At 8:15 AM, Blogger deb said...

Anyone in an area with high appreciation (California, for example) could just refi or sell if they got into trouble. In fact, I would guess that some people, who cannot afford their current cost of living (including their mortgage payment), have been subsidising it with cash out of their homes. These people will get a rude awakening when there home is no longer the cash machine they thought it was.

Foreclosure rates are quite high in areas with low appreciation (for example, Texas). We will see this spread as other areas level out and begin to decline.

Here's a great link with foreclosure stats by state. Foreclosures were up 50% last month over February.

http://rismedia.com/index.php/article/articleview/9944/1/1/

The difference between high appreciation states and low ones is shocking.

 
At 8:25 AM, Blogger Dan said...

This CR report is flawed!

To believe this report you also need to believe that just a few short years ago prices in California were substantially undervalued!

Here in the east bay, prices have trippled since 98, 99, but have fundamentals improve? have jobs been paying more since?

Dan

 
At 8:54 AM, Blogger deb said...

I think prices probably were undervalue in '95-'97 in Los Angeles due to the decline from '89.

 
At 9:30 AM, Anonymous Anonymous said...

I agree with Dan.

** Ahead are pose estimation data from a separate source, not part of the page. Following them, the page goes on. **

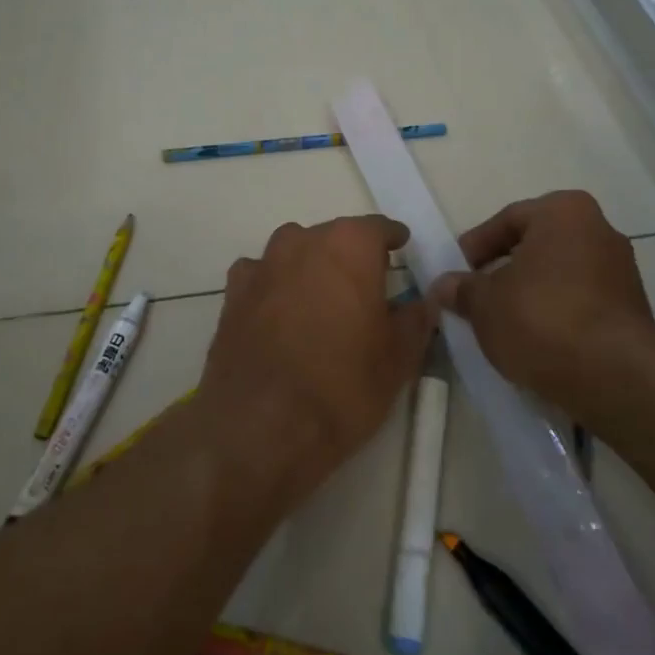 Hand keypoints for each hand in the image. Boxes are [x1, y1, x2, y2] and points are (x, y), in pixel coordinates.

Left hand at [198, 216, 434, 503]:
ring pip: (295, 252)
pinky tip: (280, 315)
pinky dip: (275, 286)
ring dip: (311, 267)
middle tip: (366, 288)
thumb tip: (422, 303)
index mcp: (349, 246)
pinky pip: (262, 276)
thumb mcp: (398, 358)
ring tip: (322, 302)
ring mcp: (262, 265)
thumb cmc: (343, 386)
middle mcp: (303, 242)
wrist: (260, 426)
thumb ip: (415, 320)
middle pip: (334, 237)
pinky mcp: (233, 294)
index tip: (401, 251)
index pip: (378, 228)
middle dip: (351, 256)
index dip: (392, 240)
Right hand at [429, 190, 654, 417]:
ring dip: (530, 293)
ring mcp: (621, 270)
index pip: (508, 219)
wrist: (613, 374)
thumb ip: (462, 289)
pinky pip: (581, 301)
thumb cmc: (541, 318)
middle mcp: (599, 229)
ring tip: (503, 323)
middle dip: (504, 270)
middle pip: (537, 245)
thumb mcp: (485, 303)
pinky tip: (535, 340)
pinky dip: (556, 313)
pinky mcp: (632, 308)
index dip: (476, 246)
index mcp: (564, 211)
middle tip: (476, 297)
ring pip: (560, 275)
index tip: (457, 273)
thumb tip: (443, 285) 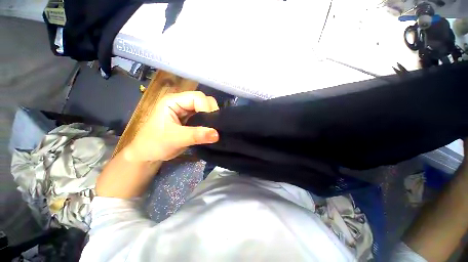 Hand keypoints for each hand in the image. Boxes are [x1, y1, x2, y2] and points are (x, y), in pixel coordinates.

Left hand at [125, 91, 218, 161]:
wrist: (148, 154)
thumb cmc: (154, 144)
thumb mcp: (175, 139)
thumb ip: (196, 136)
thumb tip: (217, 134)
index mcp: (173, 101)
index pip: (197, 97)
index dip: (206, 108)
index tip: (211, 124)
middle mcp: (181, 103)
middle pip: (204, 100)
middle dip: (211, 112)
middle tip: (214, 126)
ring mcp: (186, 111)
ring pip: (206, 108)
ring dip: (211, 118)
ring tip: (213, 129)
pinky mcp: (190, 119)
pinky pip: (204, 117)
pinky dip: (209, 123)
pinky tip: (209, 130)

That report underestimates the over valuedness of homes in the bubble area. Furthermore, it is just doing a gross average house sale price to average income ratio. I think if more analysis was done, you'd find stronger patterns and that the over valuing is even more pronounced.

I wonder what Price/Earnings ratio they used and how it compares to historical value ? Given the liquidity that is around and all the RE speculation, I find it hard to believe that ANY area would currently be UNDERvalued.

 
At 9:38 AM, Anonymous Anonymous said...

Here is a quote from Coxe:

"Since the advent of the Industrial Revolution and particularly since the spread of public health practices- including water purification and immunization in the 19th century- industrial societies have known only rapid population growth (except for the 2 world wars and the influenze epidemic). The collective failure to prepare advanced industrial societies for negative population growth means that people and families will gradually reach their own conclusions about such matters aas the wisdom of investing in real estate. Judging by the boom in housing prices across the G7 since 1999, that realization has not yet sunk in. The big question: To whom will today's buyers of high priced European homes sell after, say 2020 ?"

I find this irronic given that people are starting to use 30 and 35 year mortgages to afford their purchases. By the time they get the mortgage paid off, the house will be worth half (in real terms) of what they paid for it.

 
At 9:44 AM, Anonymous Anonymous said...

Here is another quote from Coxe.

Pg 221:

"If you're investing in residential properties as part of your retirement planning, you'd be wise to do your shopping when mortgage rates are very high, forcing house prices down so the home remain affordable to most buyers.

Buying a home or second home at a time of record low mortgage rates is likely to be a losing investment for most of the rest of an economic cycle. As the economy strengthens and mortgage rates rise, fewer home buyers will be able to pay up to buy homes."

 
At 6:07 PM, Anonymous pb said...

It is certainly worth repeating that ARMs make a lot of sense if you anticipate interest rates declining.

I can remember talking to a fellow at a party in about 98 who had been doing one-year terms on his house for about 10 years. Although he didn't know it, he was riding the great bond bubble of the last 15 years - all he knew was that he had saved a bundle. But who thinks rates are headed down?